Why do many companies have large data-related businesses based on Hadoop solutions?

Source: Internet
Author: User
Keywords Cost can very why

The most important reason to choose Hadoop is that three points: 1, can solve the problem, 2, low cost, 3, mature ecological circle.

One, Hadoop helped us solve the problem

Large companies, both domestic and foreign, have an insatiable appetite for data, and will do everything they can to collect data,

Because the asymmetry of information can be constantly realizable, and a large number of information can be obtained through data analysis.

The source of the data is very much, the format of the data is more and more complex, and the amount of data over time is getting bigger and larger.

As a result, traditional databases are quickly becoming bottlenecks in data storage and computing based on data.
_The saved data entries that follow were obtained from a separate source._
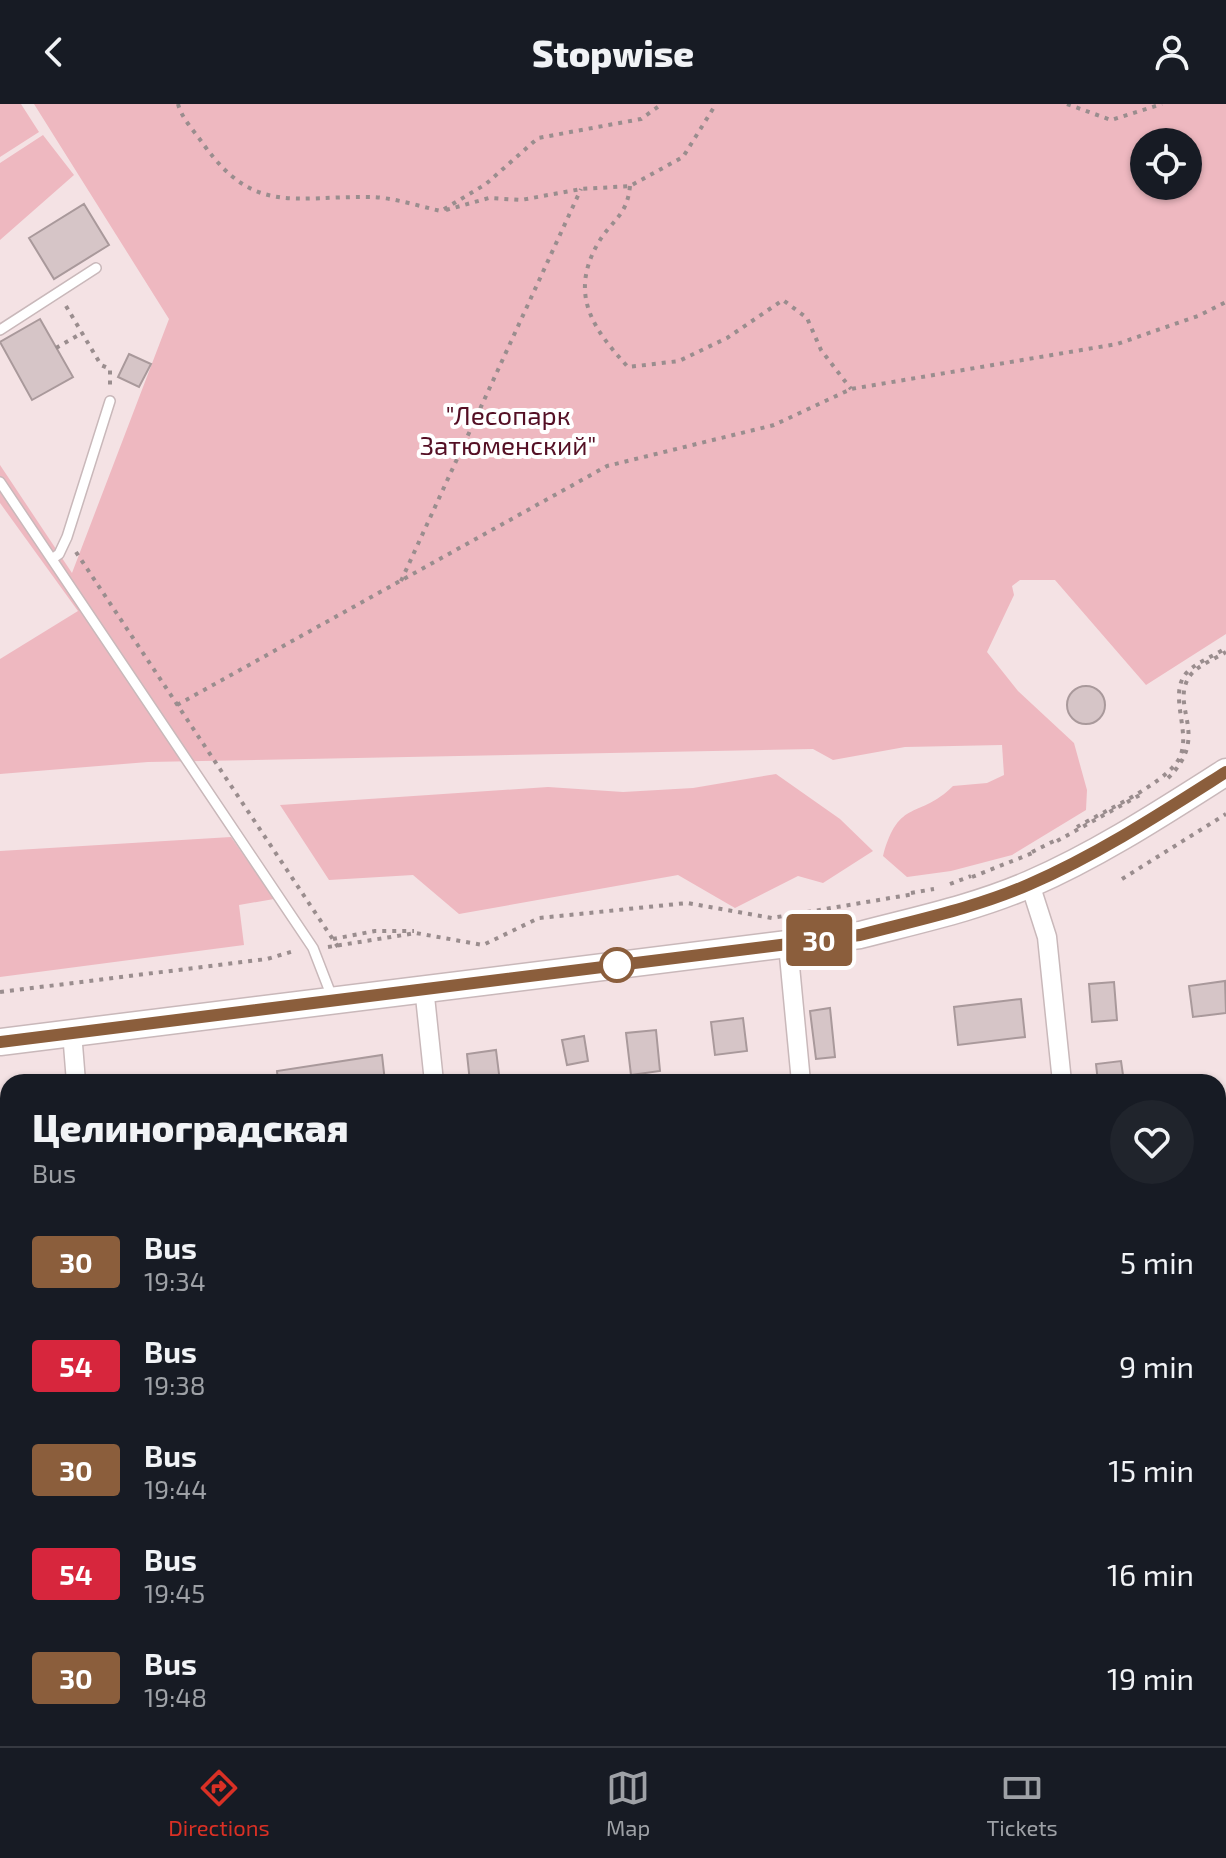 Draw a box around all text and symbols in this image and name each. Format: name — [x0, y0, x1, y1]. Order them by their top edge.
icon: back — [32, 30, 76, 74]
icon: person — [1150, 30, 1194, 74]
text: Stopwise — [532, 31, 694, 74]
map controls — [1130, 128, 1202, 200]
button: locate — [1130, 128, 1202, 200]
park label: "Лесопарк Затюменский" — [420, 399, 596, 460]
line badge: 30 — [783, 914, 855, 966]
text: 30 — [802, 923, 836, 957]
unlabelled marker — [600, 948, 634, 982]
button: heart — [1110, 1100, 1194, 1184]
text: Целиноградская — [32, 1104, 349, 1150]
text: Bus — [32, 1157, 76, 1188]
text: Bus — [144, 1229, 197, 1265]
text: 5 min — [1120, 1244, 1194, 1280]
text: 30 — [59, 1245, 93, 1279]
text: 19:34 — [144, 1265, 206, 1296]
text: Bus — [144, 1333, 197, 1369]
text: 9 min — [1119, 1348, 1194, 1384]
text: 54 — [59, 1349, 93, 1383]
text: 19:38 — [144, 1369, 206, 1400]
text: Bus — [144, 1437, 197, 1473]
text: 15 min — [1108, 1452, 1194, 1488]
text: 30 — [59, 1453, 93, 1487]
text: 19:44 — [144, 1473, 207, 1504]
text: Bus — [144, 1541, 197, 1577]
text: 16 min — [1107, 1556, 1194, 1592]
text: 54 — [59, 1557, 93, 1591]
text: 19:45 — [144, 1577, 205, 1608]
text: Bus — [144, 1645, 197, 1681]
text: 19 min — [1107, 1660, 1194, 1696]
text: 30 — [59, 1661, 93, 1695]
text: 19:48 — [144, 1681, 207, 1712]
tab: Directions — [168, 1766, 270, 1840]
tab: Map — [606, 1766, 650, 1840]
tab: Tickets — [987, 1766, 1058, 1840] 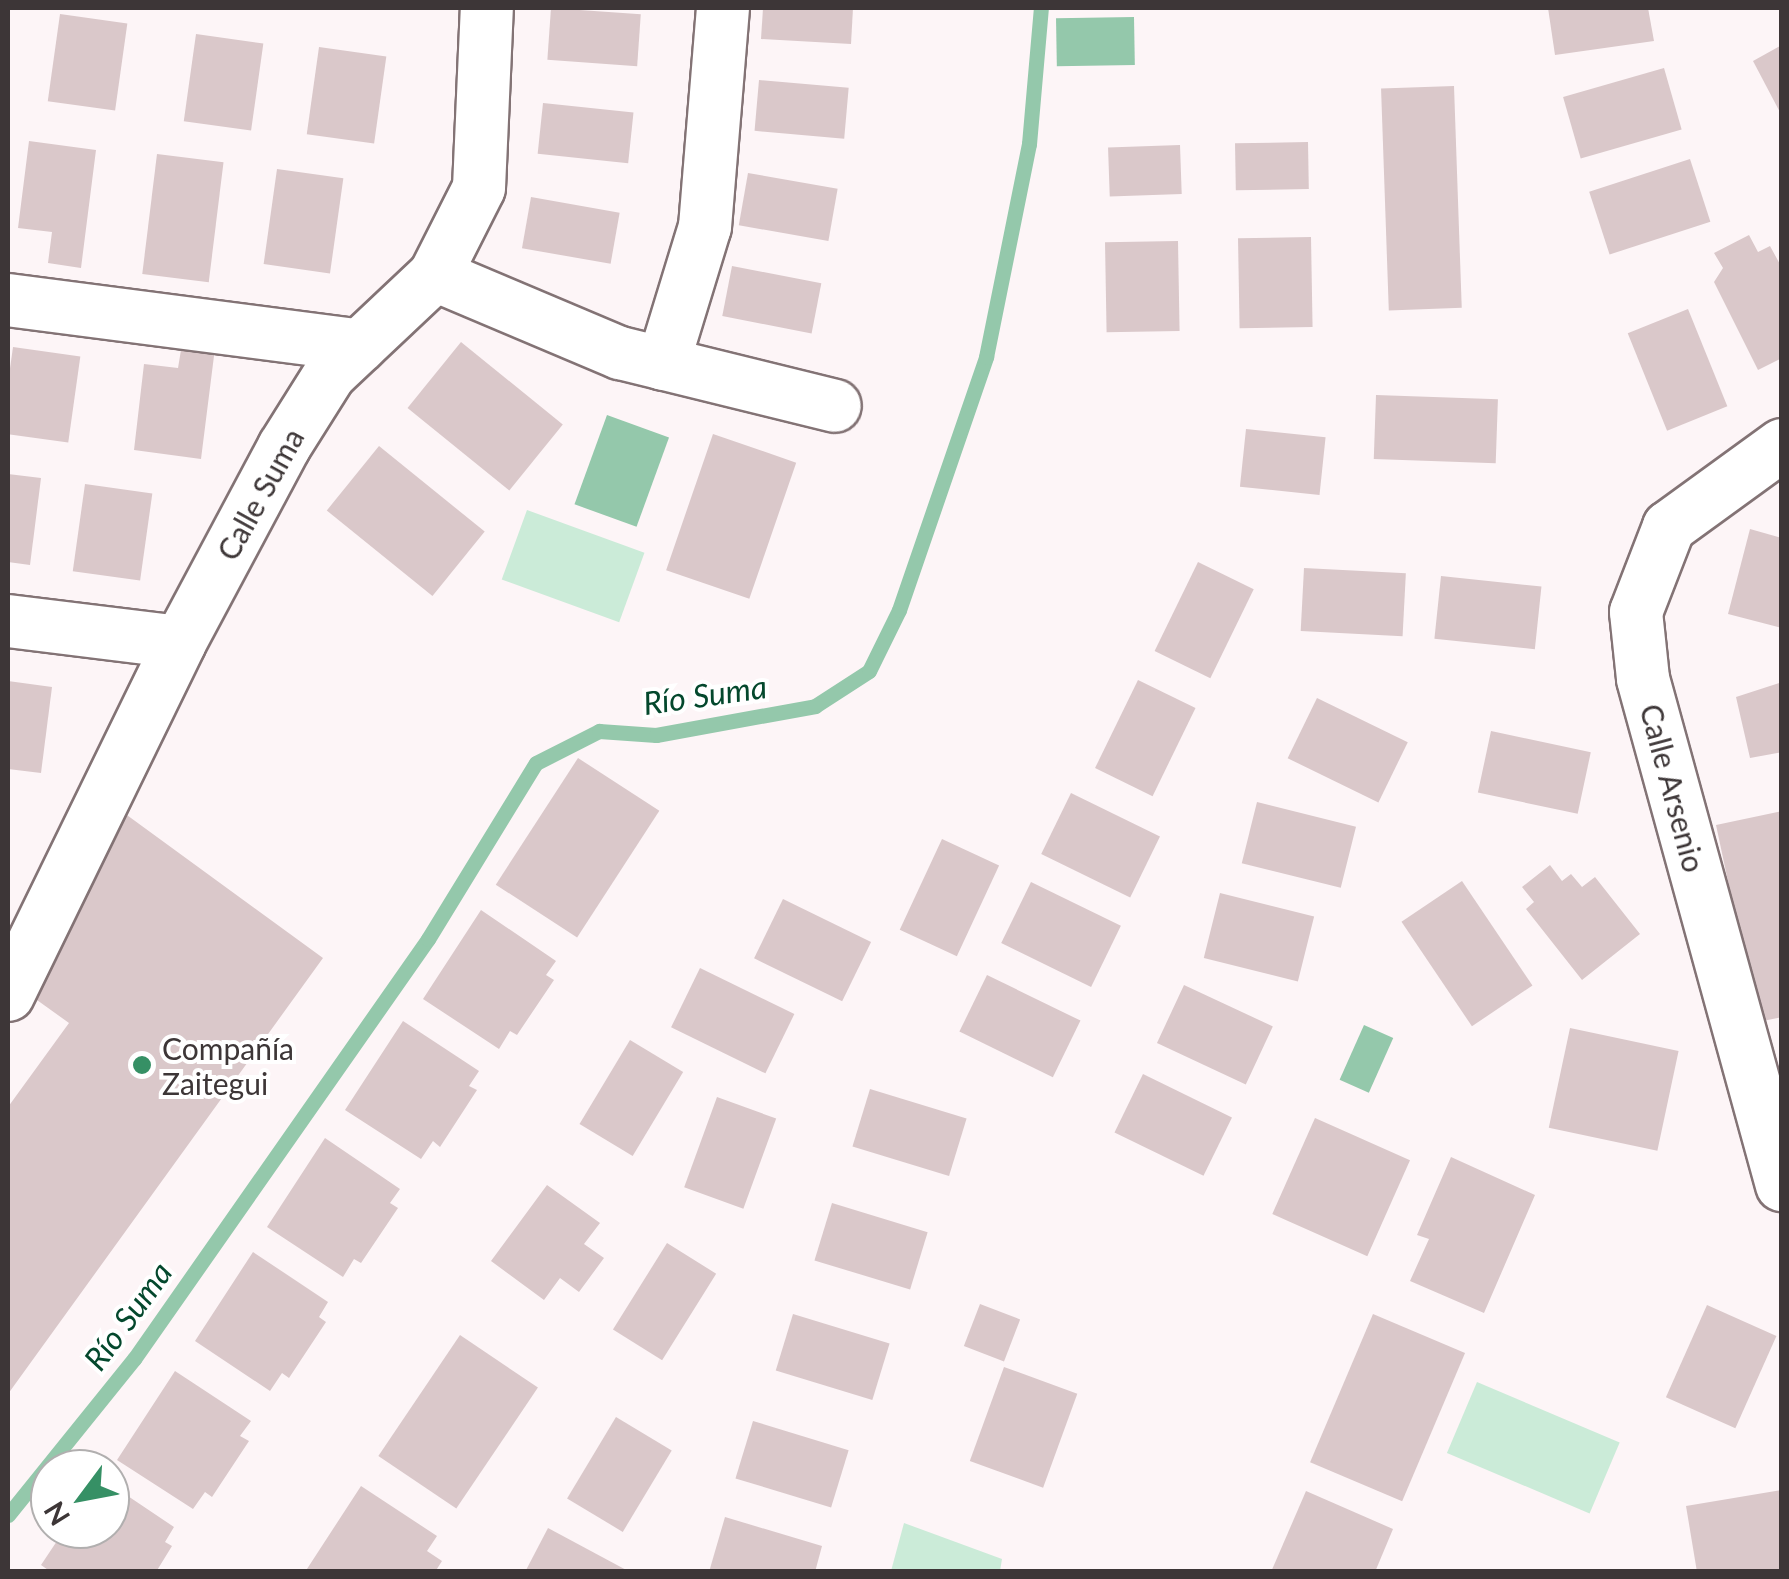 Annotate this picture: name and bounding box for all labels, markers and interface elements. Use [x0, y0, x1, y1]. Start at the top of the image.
street label: Calle Suma [209, 422, 311, 566]
water label: Río Suma [641, 667, 769, 723]
street label: Calle Arsenio [1633, 700, 1713, 876]
place label: Compañía Zaitegui [162, 1030, 294, 1100]
marker: Compañía Zaitegui [131, 1054, 153, 1076]
water label: Río Suma [76, 1254, 180, 1378]
north arrow [30, 1449, 130, 1549]
text: N [36, 1496, 76, 1532]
And Hadoop was created to solve such problems. The bottom of the Distributed file system has a high scalability, through data redundancy to ensure that the data is not lost and submitted computational efficiency, while the data can be stored in various formats.

At the same time, it also supports a variety of computational frameworks, which can be computed off-line or on-line.

Second, why the cost can be controlled low

When you are sure that you can solve the problem that we have, we must consider the cost problem.

1, hardware cost

Hadoop is architected on inexpensive hardware servers and does not require very expensive hardware to support

2, Software cost

Open source products, free, based on open source agreement, free to modify, more controllable

3, development costs

Because of the two-time development, and because of the very active community discussions, the ability of developers to demand relatively low, the cost of learning engineers is not high

4, maintenance costs

When the cluster is very large, the cost of development and maintenance will be highlighted. But it's a lot cheaper compared to the self-research system.

A division of the same system since the hundreds of engineers nearly 4 years of investment, burning billions of dollars, have not yet replaced Hadoop.

5, other costs

If the security of the system, the community version of the frequent upgrade and reality is not synchronized to upgrade the other hidden costs introduced.

Third, what are the benefits of a mature biosphere?

The mature ecosystem represents the future direction of development, represents a good market prospects, represents a more Qiantu job (OK, "three representatives").

Look at the picture (quote: Hadoop ecosystem map? mynosql)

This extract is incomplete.